Foto: Pablo Casado en la toma de posesión de Isabel Díaz Ayuso. (EFE)
Pablo Casado en la toma de posesión de Isabel Díaz Ayuso. (EFE)

La dirección del Partido Popular se vuelca estos días en denunciar "la inacción" de Pedro Sánchez en su tarea pendiente de buscar apoyos para su investidura y, al mismo tiempo, empieza a hacer sus primeros cálculos sobre lo que costaría presentarse a nuevas elecciones en noviembre. El PP, con la plantilla de la sede de Génova pendiente de un probable ERE en septiembre, está en su peor momento económico para meterse en otra campaña y pedir los créditos necesarios para afrontarla.

Pablo Casado acaba de cerrar sus equipos para hacer oposición, no para volver a las urnas, aunque en fuentes del PP insistan en que no tienen miedo a una nueva contienda electoral de la que, en cualquier caso, confía en que saldrían mejor parados que del desastre del pasado 28 de abril.

Al principio de las vacaciones los dirigentes populares se inclinaban por pensar que Sánchez buscaría su segunda oportunidad para la investidura con más tiempo, interés y dedicación que la primera. De vuelta a los despachos, comprueban que el presidente del Gobierno en funciones hace lo contrario y copia la caricatura de inmovilista que el PSOE dibujaba de Mariano Rajoy. “Se limita a esperar que Iglesias se rinda y le apoye gratis para evitar elecciones”, comentan en medios del PP.

Ya no descartan en Génova que el jefe del Ejecutivo en funciones esté decidido a forzar esos nuevos comicios con tal de mejorar su posición en el Congreso a costa de Podemos.

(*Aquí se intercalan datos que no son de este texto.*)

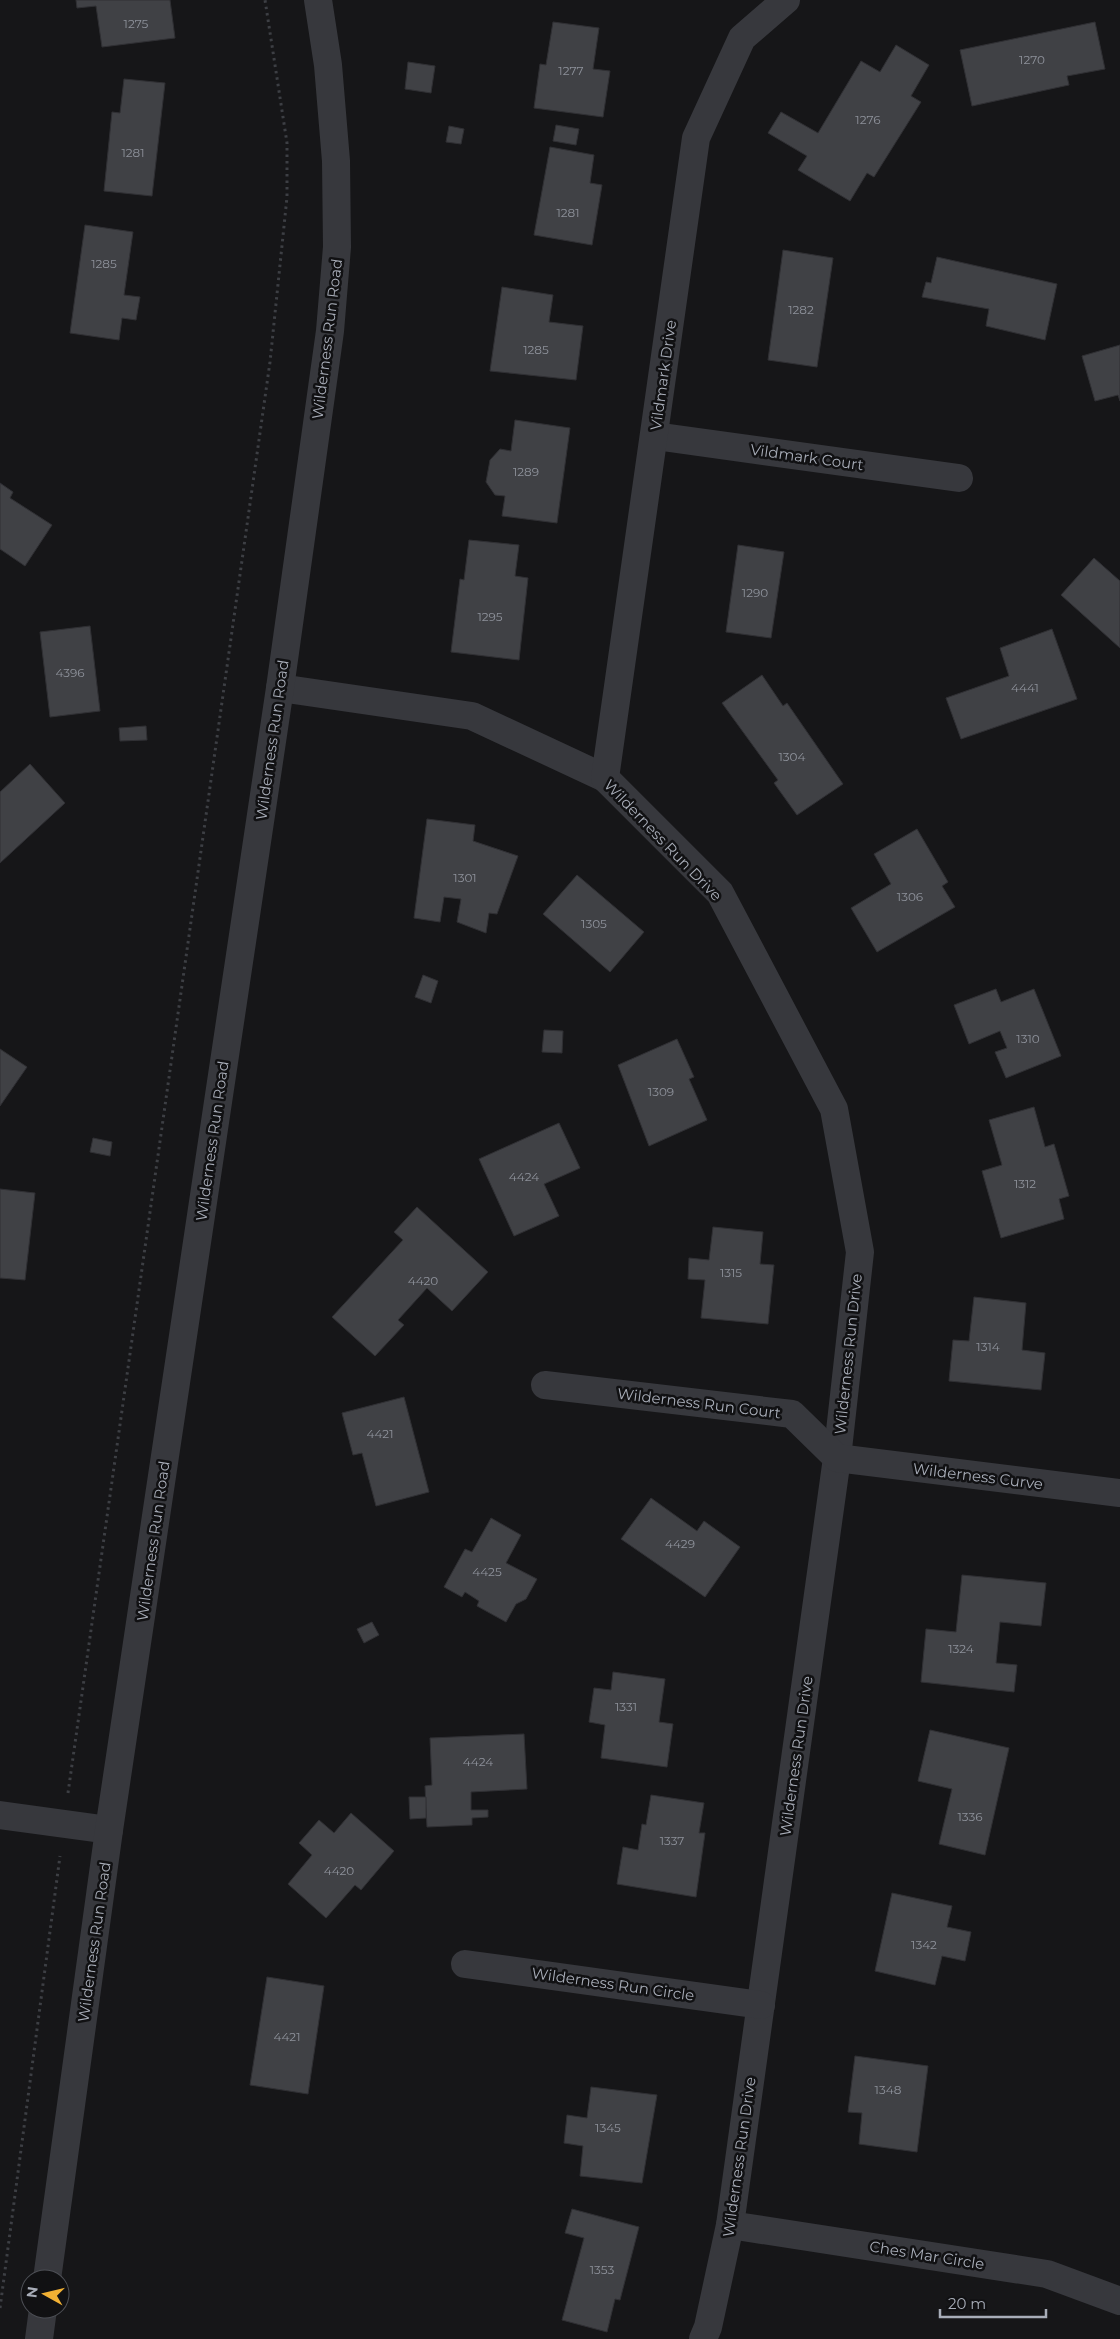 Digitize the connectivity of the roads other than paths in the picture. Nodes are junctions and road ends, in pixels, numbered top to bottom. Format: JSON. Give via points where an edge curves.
{"nodes":[{"id":1,"x":318,"y":0,"type":"edge"},
{"id":2,"x":786,"y":0,"type":"edge"},
{"id":3,"x":655,"y":436,"type":"junction"},
{"id":4,"x":959,"y":478,"type":"dead end"},
{"id":5,"x":280,"y":688,"type":"junction"},
{"id":6,"x":605,"y":778,"type":"junction"},
{"id":7,"x":545,"y":1385,"type":"dead end"},
{"id":8,"x":837,"y":1458,"type":"junction"},
{"id":9,"x":1120,"y":1493,"type":"edge"},
{"id":10,"x":0,"y":1815,"type":"edge"},
{"id":11,"x":109,"y":1830,"type":"junction"},
{"id":12,"x":465,"y":1964,"type":"dead end"},
{"id":13,"x":761,"y":2004,"type":"junction"},
{"id":14,"x":730,"y":2225,"type":"junction"},
{"id":15,"x":48,"y":2269,"type":"edge"},
{"id":16,"x":1120,"y":2301,"type":"edge"},
{"id":17,"x":42,"y":2319,"type":"edge"},
{"id":18,"x":39,"y":2339,"type":"edge"},
{"id":19,"x":703,"y":2339,"type":"edge"}],
"edges":[{"from":1,"to":5,"type":"street","name":"Wilderness Run Road","via":[[333,122],[337,247],[330,331]]},
{"from":2,"to":3,"type":"street","name":"Vildmark Drive","via":[[742,38],[696,138]]},
{"from":3,"to":4,"type":"street","name":"Vildmark Court"},
{"from":3,"to":6,"type":"street","name":"Vildmark Drive"},
{"from":5,"to":6,"type":"street","name":"Wilderness Run Drive","via":[[472,716]]},
{"from":5,"to":11,"type":"street","name":"Wilderness Run Road"},
{"from":6,"to":8,"type":"street","name":"Wilderness Run Drive","via":[[720,893],[834,1109],[860,1252]]},
{"from":7,"to":8,"type":"street","name":"Wilderness Run Court","via":[[792,1414]]},
{"from":8,"to":9,"type":"street","name":"Wilderness Curve"},
{"from":8,"to":13,"type":"street","name":"Wilderness Run Drive"},
{"from":10,"to":11,"type":"street"},
{"from":11,"to":15,"type":"street","name":"Wilderness Run Road"},
{"from":12,"to":13,"type":"street","name":"Wilderness Run Circle"},
{"from":13,"to":14,"type":"street","name":"Wilderness Run Drive"},
{"from":14,"to":16,"type":"street","name":"Ches Mar Circle","via":[[1047,2274]]},
{"from":14,"to":19,"type":"street","name":"Wilderness Run Drive"},
{"from":17,"to":18,"type":"street"}]}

Hasta han empezado a hacer cálculos sobre lo que supondría para las menguadas arcas de la formación organizar una nueva campaña, “más austera aún que la anterior”, según reconocen en Génova.

El presupuesto del PP para los comicios del 28-A estaba hecho con la previsión de alcanzar los 90 escaños y sobre ese cálculo se pidieron los créditos a la banca privada y al Instituto de Crédito Oficial, como el resto de las formaciones. El desastre en los resultados, los 66 diputados en que se quedó el Grupo Popular del Congreso que contaba con 134, complican las devoluciones y, sobre todo, el sostenimiento ordinario de la formación al perder de golpe casi 11 millones de euros en subvenciones.

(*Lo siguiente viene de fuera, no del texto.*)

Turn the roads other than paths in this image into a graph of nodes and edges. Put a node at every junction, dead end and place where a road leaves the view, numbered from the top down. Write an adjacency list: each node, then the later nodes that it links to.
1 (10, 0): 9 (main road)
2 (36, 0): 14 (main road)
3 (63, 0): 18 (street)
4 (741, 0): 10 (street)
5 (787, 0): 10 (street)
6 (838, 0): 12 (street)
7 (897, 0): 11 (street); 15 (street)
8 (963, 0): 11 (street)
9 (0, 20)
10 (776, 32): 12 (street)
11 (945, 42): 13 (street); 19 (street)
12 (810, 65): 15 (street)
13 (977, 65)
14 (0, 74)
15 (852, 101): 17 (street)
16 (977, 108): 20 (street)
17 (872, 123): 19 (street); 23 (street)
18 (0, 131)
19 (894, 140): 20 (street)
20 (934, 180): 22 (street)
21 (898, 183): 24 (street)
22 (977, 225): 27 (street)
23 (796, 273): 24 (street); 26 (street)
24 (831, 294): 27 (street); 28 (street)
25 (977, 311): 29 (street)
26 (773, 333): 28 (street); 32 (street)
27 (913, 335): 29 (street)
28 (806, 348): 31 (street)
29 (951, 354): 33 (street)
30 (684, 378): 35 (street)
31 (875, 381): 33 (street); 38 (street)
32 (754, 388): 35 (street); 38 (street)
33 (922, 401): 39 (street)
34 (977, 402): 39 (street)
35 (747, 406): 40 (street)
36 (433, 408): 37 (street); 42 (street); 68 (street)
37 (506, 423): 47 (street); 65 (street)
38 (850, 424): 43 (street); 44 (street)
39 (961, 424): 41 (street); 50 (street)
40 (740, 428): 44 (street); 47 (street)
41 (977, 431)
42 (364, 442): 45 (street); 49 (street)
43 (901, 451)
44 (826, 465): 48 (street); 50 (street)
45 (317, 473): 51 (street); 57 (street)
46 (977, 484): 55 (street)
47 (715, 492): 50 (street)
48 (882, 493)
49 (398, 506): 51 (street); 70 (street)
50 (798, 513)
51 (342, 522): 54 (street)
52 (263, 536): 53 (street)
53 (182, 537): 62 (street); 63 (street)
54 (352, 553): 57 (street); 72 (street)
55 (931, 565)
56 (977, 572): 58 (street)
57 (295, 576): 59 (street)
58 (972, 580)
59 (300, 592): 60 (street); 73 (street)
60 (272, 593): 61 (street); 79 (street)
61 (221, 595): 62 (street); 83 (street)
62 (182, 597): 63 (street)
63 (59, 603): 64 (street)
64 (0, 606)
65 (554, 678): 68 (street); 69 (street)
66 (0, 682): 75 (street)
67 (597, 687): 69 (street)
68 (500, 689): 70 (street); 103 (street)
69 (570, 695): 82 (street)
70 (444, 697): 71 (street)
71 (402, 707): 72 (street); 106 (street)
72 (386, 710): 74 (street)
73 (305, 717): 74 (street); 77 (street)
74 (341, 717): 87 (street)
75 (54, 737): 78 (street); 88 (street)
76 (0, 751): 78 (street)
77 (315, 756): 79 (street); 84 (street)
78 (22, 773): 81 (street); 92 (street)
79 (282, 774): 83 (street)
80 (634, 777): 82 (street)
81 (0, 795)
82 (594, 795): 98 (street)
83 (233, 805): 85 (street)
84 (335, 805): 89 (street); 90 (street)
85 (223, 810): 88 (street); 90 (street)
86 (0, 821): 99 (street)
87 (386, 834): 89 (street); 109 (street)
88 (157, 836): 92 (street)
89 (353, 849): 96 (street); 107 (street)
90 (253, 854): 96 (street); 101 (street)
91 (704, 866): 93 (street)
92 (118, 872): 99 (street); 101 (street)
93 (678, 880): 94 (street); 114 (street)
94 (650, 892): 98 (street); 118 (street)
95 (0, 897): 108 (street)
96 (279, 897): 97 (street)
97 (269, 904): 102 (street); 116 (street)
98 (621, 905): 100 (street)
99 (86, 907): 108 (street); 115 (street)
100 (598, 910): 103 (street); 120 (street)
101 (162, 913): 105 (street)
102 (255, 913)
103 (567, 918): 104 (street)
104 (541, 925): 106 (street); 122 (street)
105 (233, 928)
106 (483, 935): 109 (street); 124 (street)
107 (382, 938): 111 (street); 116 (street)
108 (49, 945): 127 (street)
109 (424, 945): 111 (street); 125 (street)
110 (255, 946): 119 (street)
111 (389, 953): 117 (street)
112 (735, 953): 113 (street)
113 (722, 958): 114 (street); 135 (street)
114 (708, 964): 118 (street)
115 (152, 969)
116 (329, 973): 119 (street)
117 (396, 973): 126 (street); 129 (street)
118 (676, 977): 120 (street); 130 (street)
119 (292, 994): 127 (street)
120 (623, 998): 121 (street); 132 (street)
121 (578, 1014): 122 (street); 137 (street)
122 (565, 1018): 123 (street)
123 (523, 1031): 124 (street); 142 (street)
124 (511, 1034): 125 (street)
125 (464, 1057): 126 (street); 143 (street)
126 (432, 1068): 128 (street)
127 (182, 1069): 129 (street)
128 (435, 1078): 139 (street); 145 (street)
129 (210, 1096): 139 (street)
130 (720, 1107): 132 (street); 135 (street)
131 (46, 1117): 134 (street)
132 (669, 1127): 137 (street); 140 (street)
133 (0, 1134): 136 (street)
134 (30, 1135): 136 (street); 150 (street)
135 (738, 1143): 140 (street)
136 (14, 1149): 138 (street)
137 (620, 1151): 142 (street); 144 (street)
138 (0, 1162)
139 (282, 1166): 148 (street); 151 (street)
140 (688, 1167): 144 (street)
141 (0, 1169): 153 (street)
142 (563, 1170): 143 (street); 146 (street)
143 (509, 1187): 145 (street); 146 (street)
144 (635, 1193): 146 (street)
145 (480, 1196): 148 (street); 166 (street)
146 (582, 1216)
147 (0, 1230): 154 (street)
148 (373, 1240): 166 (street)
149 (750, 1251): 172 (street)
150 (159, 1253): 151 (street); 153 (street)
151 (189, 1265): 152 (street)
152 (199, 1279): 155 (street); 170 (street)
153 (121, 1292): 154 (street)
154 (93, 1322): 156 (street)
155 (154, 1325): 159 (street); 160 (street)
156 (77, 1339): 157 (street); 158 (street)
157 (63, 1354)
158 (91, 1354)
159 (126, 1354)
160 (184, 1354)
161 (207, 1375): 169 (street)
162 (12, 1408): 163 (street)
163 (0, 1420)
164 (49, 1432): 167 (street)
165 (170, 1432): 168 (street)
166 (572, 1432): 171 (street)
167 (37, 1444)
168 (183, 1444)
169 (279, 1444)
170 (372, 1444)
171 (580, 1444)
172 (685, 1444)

“Con la subvención anual no llega ni para pagar las nóminas de la plantilla de Génova”. Ese es el mensaje que reciben los exdirigentes del partido con plaza fija y los empleados de la casa para que acepten las bajas y traslados a otros destinos. En previsión de que al final haya nuevos comicios son los departamentos de organización, electoral y prensa los menos afectados por los planes de recorte que se acometerán en septiembre.

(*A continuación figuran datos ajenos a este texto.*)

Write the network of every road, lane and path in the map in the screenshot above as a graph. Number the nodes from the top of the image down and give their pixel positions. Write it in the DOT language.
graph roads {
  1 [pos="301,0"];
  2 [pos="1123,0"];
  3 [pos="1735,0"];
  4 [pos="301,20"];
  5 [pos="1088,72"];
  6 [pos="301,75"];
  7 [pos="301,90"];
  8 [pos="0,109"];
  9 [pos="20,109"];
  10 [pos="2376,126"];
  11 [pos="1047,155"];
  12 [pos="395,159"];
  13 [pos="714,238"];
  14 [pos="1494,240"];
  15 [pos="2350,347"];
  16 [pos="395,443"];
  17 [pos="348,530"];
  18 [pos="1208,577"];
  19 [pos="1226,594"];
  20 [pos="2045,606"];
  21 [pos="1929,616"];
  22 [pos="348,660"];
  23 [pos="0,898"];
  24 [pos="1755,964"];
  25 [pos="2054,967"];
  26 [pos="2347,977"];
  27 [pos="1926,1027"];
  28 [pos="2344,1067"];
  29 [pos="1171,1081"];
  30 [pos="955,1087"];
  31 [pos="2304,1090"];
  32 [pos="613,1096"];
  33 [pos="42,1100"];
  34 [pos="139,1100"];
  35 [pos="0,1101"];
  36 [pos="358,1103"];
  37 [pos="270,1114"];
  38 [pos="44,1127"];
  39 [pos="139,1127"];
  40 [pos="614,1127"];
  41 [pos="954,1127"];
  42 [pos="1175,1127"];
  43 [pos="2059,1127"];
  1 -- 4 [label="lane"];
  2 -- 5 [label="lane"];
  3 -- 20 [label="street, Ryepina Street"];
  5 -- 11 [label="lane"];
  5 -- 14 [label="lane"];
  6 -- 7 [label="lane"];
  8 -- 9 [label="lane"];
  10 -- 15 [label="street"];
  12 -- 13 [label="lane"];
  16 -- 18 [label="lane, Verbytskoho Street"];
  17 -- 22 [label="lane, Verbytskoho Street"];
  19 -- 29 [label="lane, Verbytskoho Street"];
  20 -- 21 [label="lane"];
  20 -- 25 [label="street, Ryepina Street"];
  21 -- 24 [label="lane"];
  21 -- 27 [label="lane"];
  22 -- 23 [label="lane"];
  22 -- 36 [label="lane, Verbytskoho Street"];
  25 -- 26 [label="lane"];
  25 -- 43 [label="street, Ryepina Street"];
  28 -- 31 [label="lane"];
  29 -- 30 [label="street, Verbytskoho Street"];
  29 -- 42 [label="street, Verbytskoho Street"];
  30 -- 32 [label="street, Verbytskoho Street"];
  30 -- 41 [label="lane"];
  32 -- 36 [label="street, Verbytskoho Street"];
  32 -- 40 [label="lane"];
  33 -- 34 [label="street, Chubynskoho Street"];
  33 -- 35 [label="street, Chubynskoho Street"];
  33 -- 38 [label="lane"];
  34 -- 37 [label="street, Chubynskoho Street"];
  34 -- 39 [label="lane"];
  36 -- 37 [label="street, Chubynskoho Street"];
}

En la dirección del PP prefieren acometer cuanto antes esa redimensión de su aparato, los más de 400 empleados de la etapa de la mayoría absoluta de Mariano Rajoy, y ponerse a trabajar desde la oposición en el desgaste del Gobierno socialista y con el objetivo de la "refundición" del centro derecha.

Aunque en el Partido Popular den por hecho la mejoría de resultados en unos nuevos comicios, nadie en Génova sabe en qué medida están en condiciones de recuperar un número considerable de escaños a costa de Ciudadanos y de Vox, sus socios ahora en Comunidades autónomas y ayuntamientos de la mitad de España. Se tendrían que pelear otra vez por el mismo espacio electoral del centro derecha, ya que Albert Rivera y Santiago Abascal rechazan cualquier fórmula de entendimiento preelectoral.

Según todos los sondeos, la fragmentación en tres partidos de la alternativa al PSOE garantiza a Pedro Sánchez el primer puesto y una posición más hegemónica tras unos nuevos comicios. Sobre el beneficio para el PP, esas mismas encuestas tampoco llegan a pronosticar un ascenso de Pablo Casado que le permita optar a la victoria.

La previsible subida de la abstención dificulta cualquier cálculo previo, aunque los que manejan las cuentas en Génova reconocen que con 15 o 20 escaños más en esos comicios de noviembre el partido podría sanear sus finanzas para arrancar una nueva legislatura sin la amenaza de la quiebra técnica.